── DATA TO USE

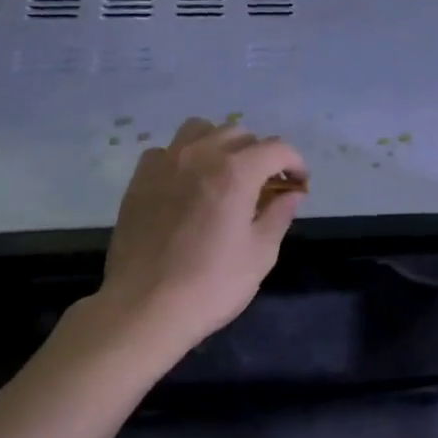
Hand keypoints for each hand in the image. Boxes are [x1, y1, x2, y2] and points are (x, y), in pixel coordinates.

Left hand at [94, 118, 307, 352]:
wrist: (145, 307)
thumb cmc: (212, 285)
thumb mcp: (260, 254)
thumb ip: (279, 215)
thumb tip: (291, 194)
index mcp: (236, 172)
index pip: (277, 148)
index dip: (295, 163)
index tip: (299, 185)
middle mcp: (200, 155)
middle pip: (239, 133)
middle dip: (260, 154)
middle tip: (265, 186)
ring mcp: (165, 163)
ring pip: (200, 130)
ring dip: (221, 145)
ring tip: (226, 174)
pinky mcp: (139, 179)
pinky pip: (168, 150)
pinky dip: (186, 158)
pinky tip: (188, 185)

────

TRY IT: Copy out the preceding entries without a single change, leaving out the pictures.

EXERCISE ANSWER:
Hand keypoints for each hand in the image. Boxes are [x1, y1, x2, y2] and points are (x, y), in pixel coordinates.

Left hand at [94, 118, 307, 352]:
wrist: (145, 307)
thumb cmc: (212, 285)
thumb mcp: (260, 254)
thumb ip: (279, 215)
thumb tip: (291, 194)
index mcp: (236, 172)
index pip: (277, 148)
index dip: (295, 163)
index tip: (299, 185)
middle mcp: (200, 155)
middle pip: (239, 133)
middle dip: (260, 154)
middle tip: (265, 186)
ring mcp: (165, 163)
ring pip: (200, 130)
ring dip: (221, 145)
ring tip: (226, 174)
pinky mcp: (139, 179)
pinky pip: (168, 150)
pinky dip: (186, 158)
pinky tip: (188, 185)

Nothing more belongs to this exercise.